Spark Streaming Tutorials

Below you will find spark streaming tutorials below are available in both Scala and Python.

But, before diving into the specific tutorials, please ensure you know the following Spark Streaming fundamentals first.

Spark Streaming Architecture Examples

What is Spark Streaming?

Streaming is an extension of core Apache Spark APIs and provides fault-tolerant stream processing from sources like Kafka, Kinesis, or TCP sockets. Streaming applications run continuously as opposed to the traditional Spark batch processing jobs which are scheduled to run and stop periodically.

Streaming provides API functions such as map, reduce, join, and window for creating the desired output of the continuous running stream.

Functions may be chained together to customize the result. The results of Streaming applications may be written further downstream to object stores, databases, or even back to the origin streaming storage event log such as Kafka or Kinesis where it can be consumed from another application.

Spark Streaming Processing Time vs Event Time

When Spark Streaming was first launched in Spark 0.7, it only allowed processing time processing, which is based on the time the data is processed by Spark Streaming, regardless of the timestamps associated with the data.

Beginning with Spark 1.2, Spark Streaming added support for event time processing, which is based on the time an event happened, as indicated by a timestamp linked with the event data.

Event time processing functionality enables Spark Streaming to manage out-of-order events and late-arriving data, which is critical in many real-world use cases.

Spark Streaming included a new API for setting windows and watermarks to support event time processing, allowing you to describe how to group data based on event timestamps and how to handle out-of-order events and late-arriving data.

For more on windows in stream processing

The Spark Streaming windowing and watermarking capabilities are designed to interact with event time processing and handle streaming data based on event time.

Spark Streaming Tutorial Types

To begin, you must understand streaming has undergone two significant types of releases over its short history.

The original release was called Spark Streaming while the second, modern release is called Spark Structured Streaming.
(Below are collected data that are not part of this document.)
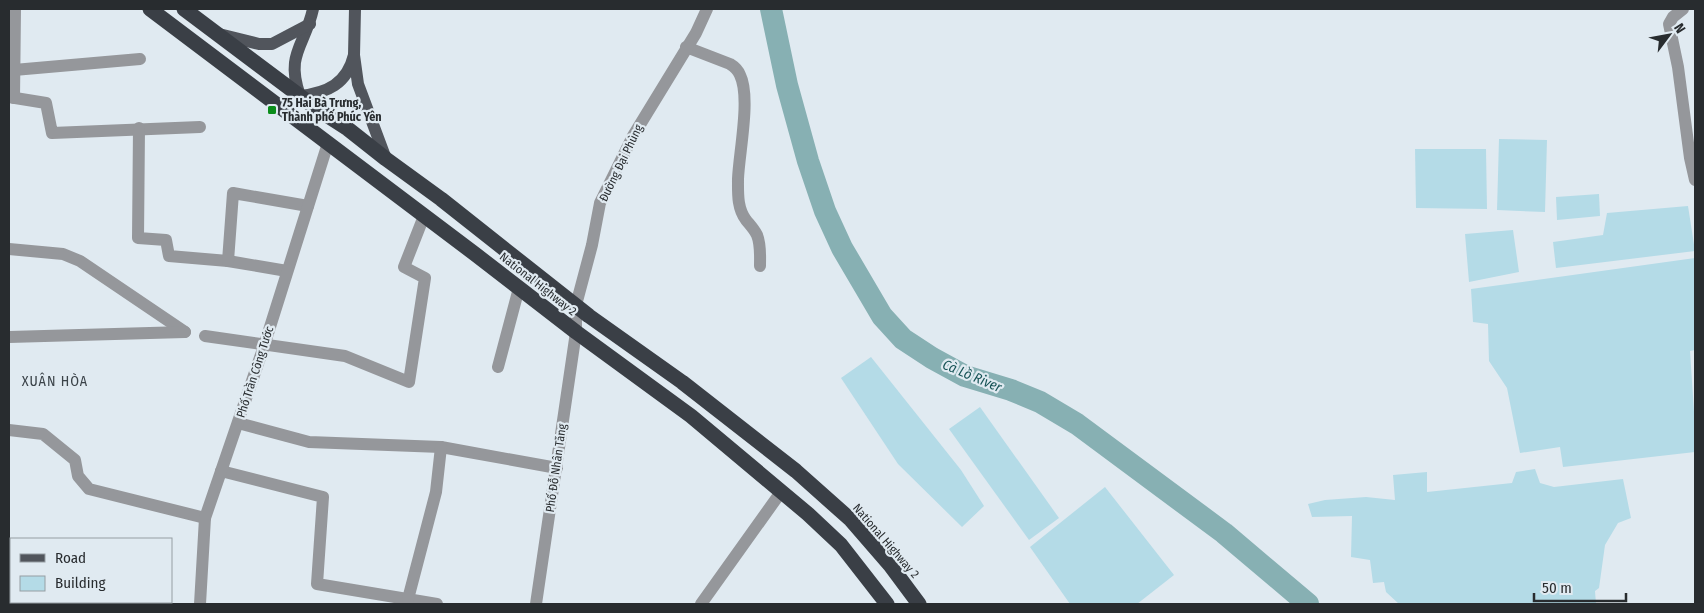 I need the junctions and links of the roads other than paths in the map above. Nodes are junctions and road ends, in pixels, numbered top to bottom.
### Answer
1 (15, 9) edge
2 (150, 9) edge
3 (184, 9) edge
4 (313, 9) edge
5 (355, 9) edge
6 (707, 9) edge
7 (1683, 9) edge
8 (310, 24) junction
9 (219, 34) junction
10 (686, 48) junction
11 (354, 56) junction
12 (140, 59) dead end
13 (14, 70) junction
14 (300, 96) junction
15 (11, 98) edge
16 (200, 127) dead end
17 (139, 128) junction
18 (328, 143) junction
19 (386, 159) junction
20 (1695, 180) edge
21 (308, 206) junction
22 (424, 216) junction
23 (9, 249) edge
24 (228, 261) junction
25 (760, 266) dead end
26 (287, 271) junction
27 (519, 288) junction
28 (576, 305) junction
29 (576, 332) junction
30 (206, 336) dead end
31 (9, 337) edge
32 (264, 346) junction
33 (498, 367) dead end
34 (238, 422) junction
35 (9, 430) edge
36 (442, 447) junction
37 (557, 468) junction
38 (221, 471) junction
39 (796, 471) junction
40 (781, 492) junction
41 (205, 518) junction
42 (408, 599) junction
43 (200, 604) edge
44 (437, 604) edge
45 (536, 604) edge
46 (701, 604) edge
47 (887, 604) edge
48 (919, 604) edge

1 - 13 street
2 - 18 highway, National Highway 2
3 - 9 highway, National Highway 2
4 - 8 main road
5 - 11 main road
6 - 10 street, Đường Đại Phùng
7 - 20 street
8 - 9 main road
8 - 14 main road
9 - 14 highway, National Highway 2
10 - 25 street
10 - 28 street, Đường Đại Phùng
11 - 14 main road
11 - 19 main road
12 - 13 street
13 - 15 street
14 - 19 highway, National Highway 2
15 - 17 street
16 - 17 street
17 - 24 street
18 - 21 street, Phố Trần Công Tước
18 - 22 highway, National Highway 2
19 - 28 highway, National Highway 2
21 - 24 street
21 - 26 street, Phố Trần Công Tước
22 - 27 highway, National Highway 2
22 - 32 street
23 - 31 street
24 - 26 street
26 - 32 street, Phố Trần Công Tước
27 - 29 highway, National Highway 2
27 - 33 street
28 - 29 street, Đường Đại Phùng
28 - 39 highway, National Highway 2
29 - 37 street, Phố Đỗ Nhân Tăng
29 - 40 highway, National Highway 2
30 - 32 street
32 - 34 street, Phố Trần Công Tước
34 - 36 street
34 - 38 street, Phố Trần Công Tước
35 - 41 street
36 - 37 street
36 - 42 street
37 - 45 street, Phố Đỗ Nhân Tăng
38 - 41 street, Phố Trần Công Tước
38 - 42 street
39 - 40 highway
39 - 48 highway, National Highway 2
40 - 46 street
40 - 47 highway, National Highway 2
41 - 43 street, Phố Trần Công Tước
42 - 44 street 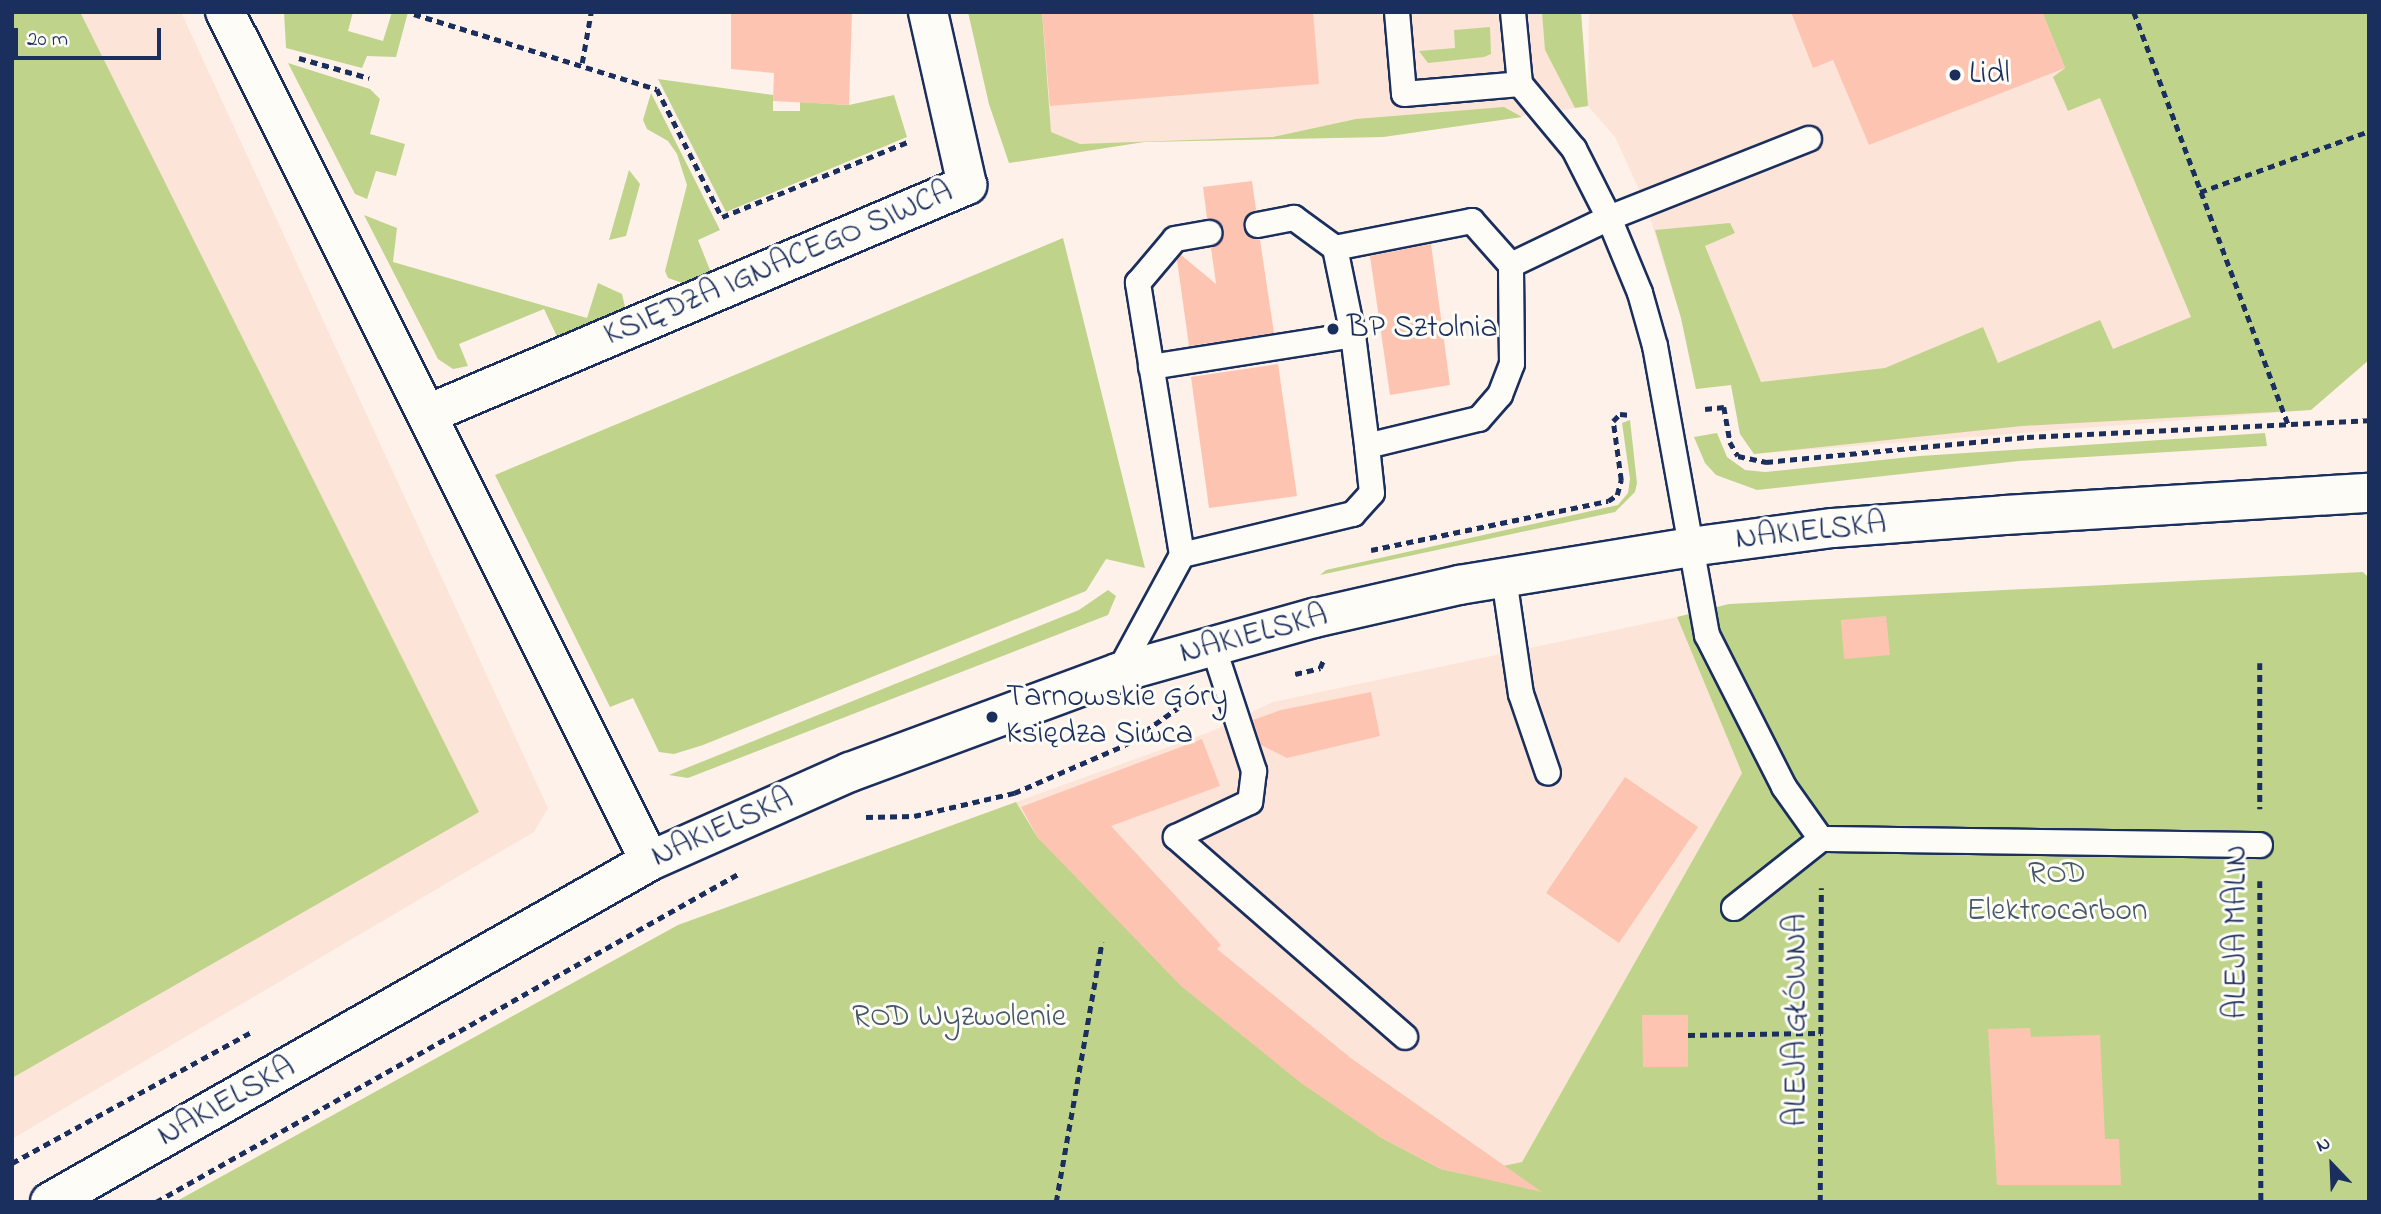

If you are new to streaming with Spark, this means two key takeaways for you. One, as you are learning, make sure to understand which version of streaming tutorial you are reading; i.e. is it Structured Streaming or not? Two, if given a choice, use Structured Streaming for any new development for performance and newer API reasons.

Spark Streaming vs. Spark Structured Streaming

Structured Spark Streaming engine built upon the Spark SQL engine. This means using the more modern Dataset/DataFrame API in Scala, Java, Python or R to build custom filters, aggregations, event-time windows, stream-to-batch, stream-to-stream joins, etc. We cover many examples of building these applications on this site.

Managed Apache Spark Streaming Offerings

Outside of Databricks, which most people know, there are options from both AWS via EMR as well as Azure. Spark Streaming is also used in the execution engine for managed products such as AWS Glue streaming.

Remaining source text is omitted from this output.